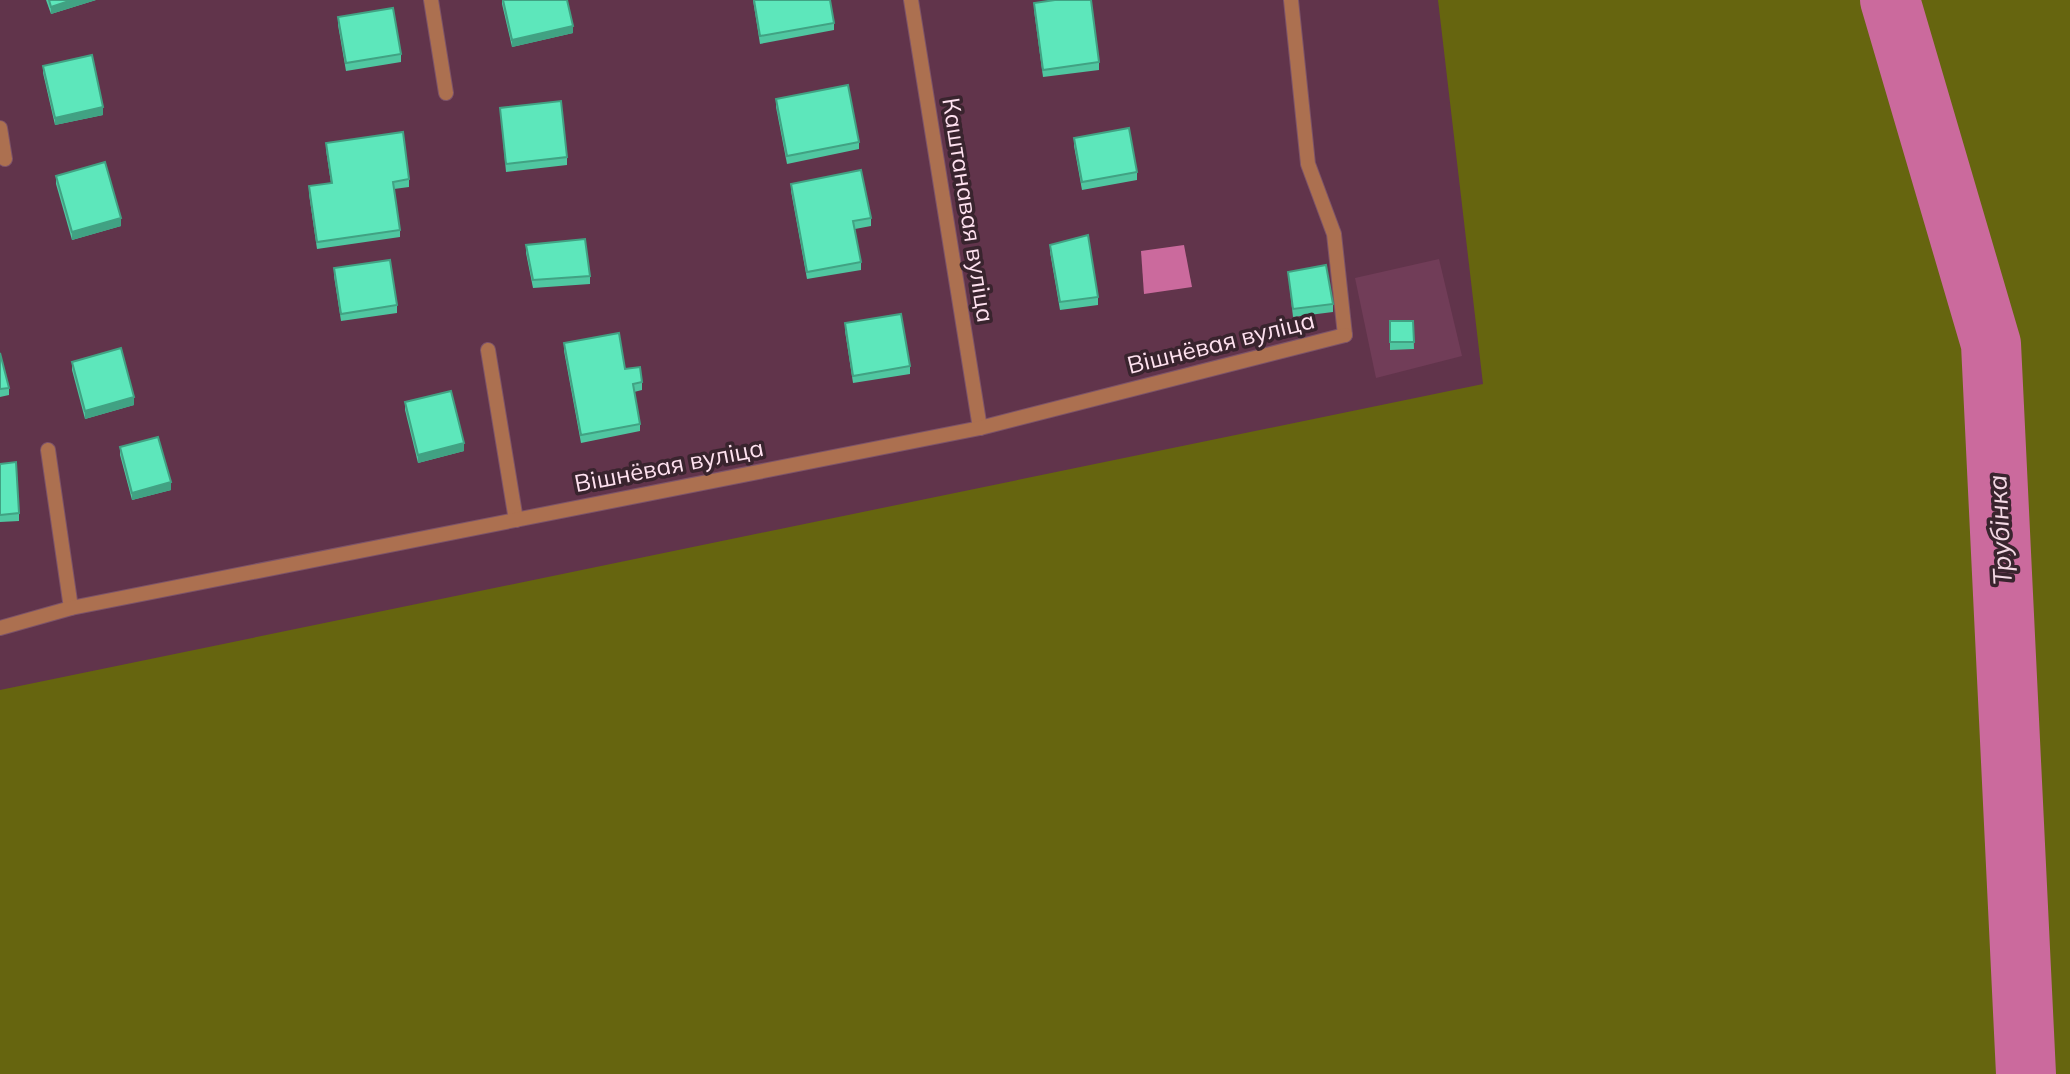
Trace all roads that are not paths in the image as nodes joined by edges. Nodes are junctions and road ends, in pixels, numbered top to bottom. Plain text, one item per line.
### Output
1 (430, 0) edge
2 (911, 0) edge
3 (1291, 0) edge
4 (446, 93) dead end
5 (0, 128) edge
6 (5, 159) dead end
7 (488, 350) dead end
8 (980, 428) junction
9 (48, 450) dead end
10 (516, 520) junction
11 (71, 608) junction
12 (0, 628) edge

1 - 4 street
2 - 8 street, Каштанавая вуліца
3 - 8 street, Вішнёвая вуліца
5 - 6 street
7 - 10 street
8 - 10 street, Вішнёвая вуліца
9 - 11 street
10 - 11 street, Вішнёвая вуліца
11 - 12 street, Вішнёвая вуліца

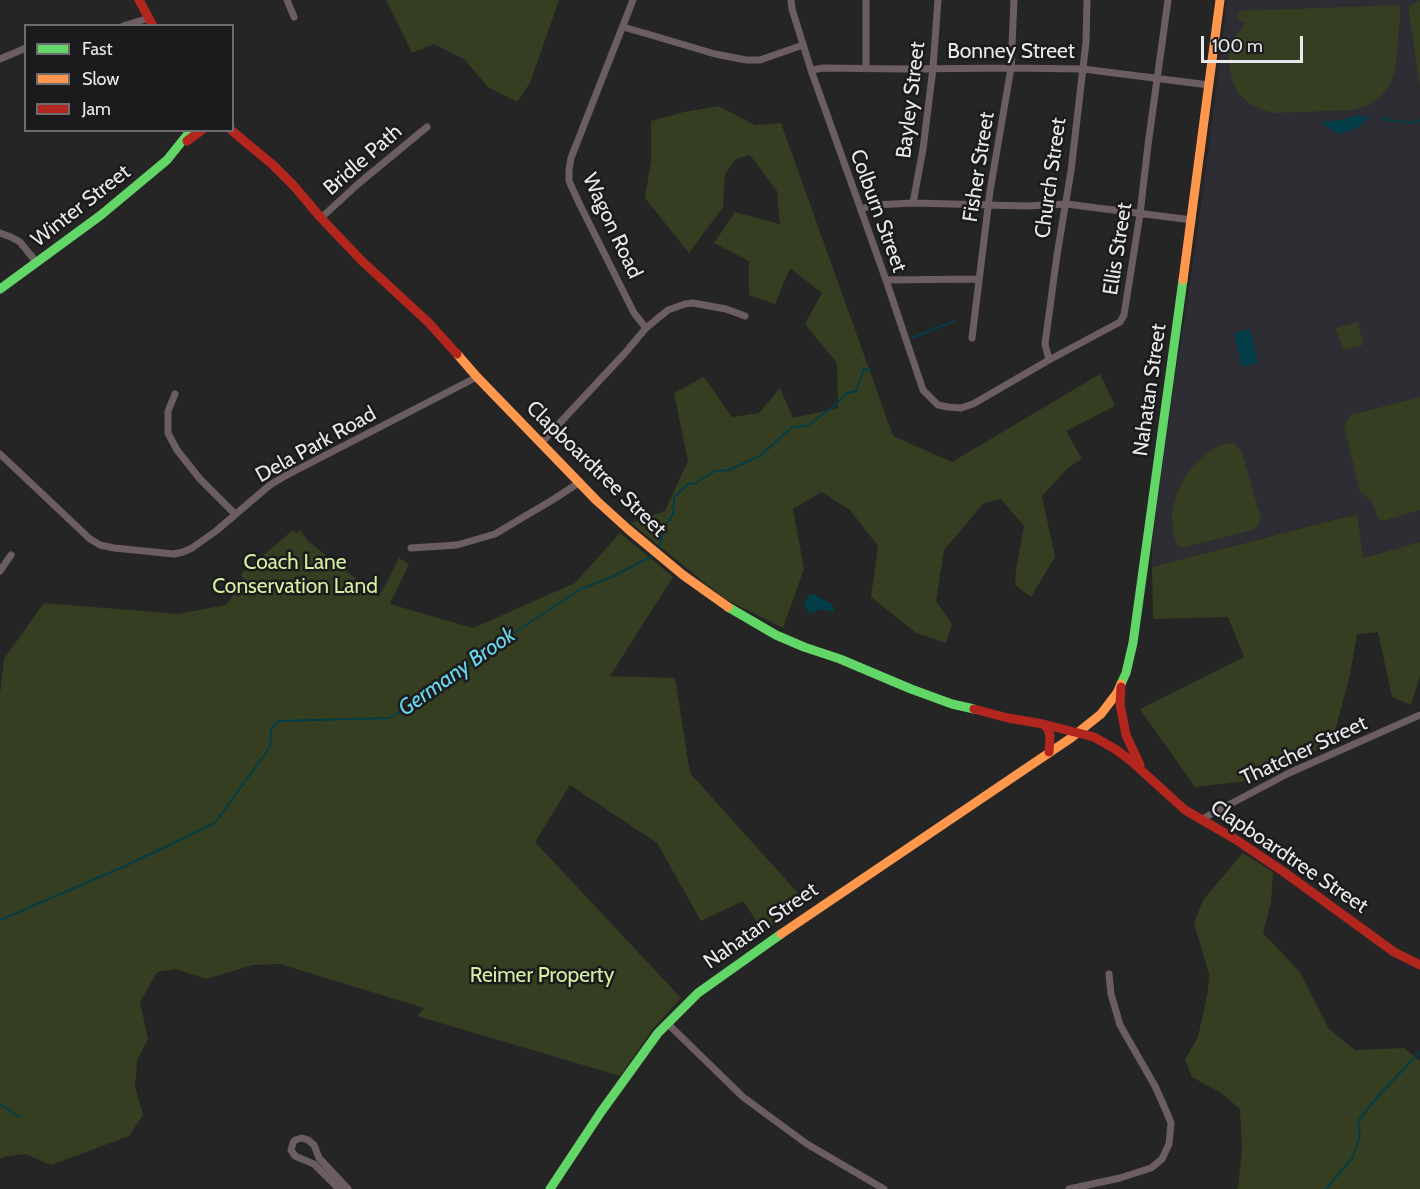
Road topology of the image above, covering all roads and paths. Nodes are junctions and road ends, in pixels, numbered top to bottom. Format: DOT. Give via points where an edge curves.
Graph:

## Work to complete
Word for word, repeat the lines that begin at the one with "Road topology of" and continue to the end of the listing above.

## Answer space
Road topology of the image above, covering all roads and paths. Nodes are junctions and road ends, in pixels, numbered top to bottom. Format: DOT. Give via points where an edge curves.
Graph:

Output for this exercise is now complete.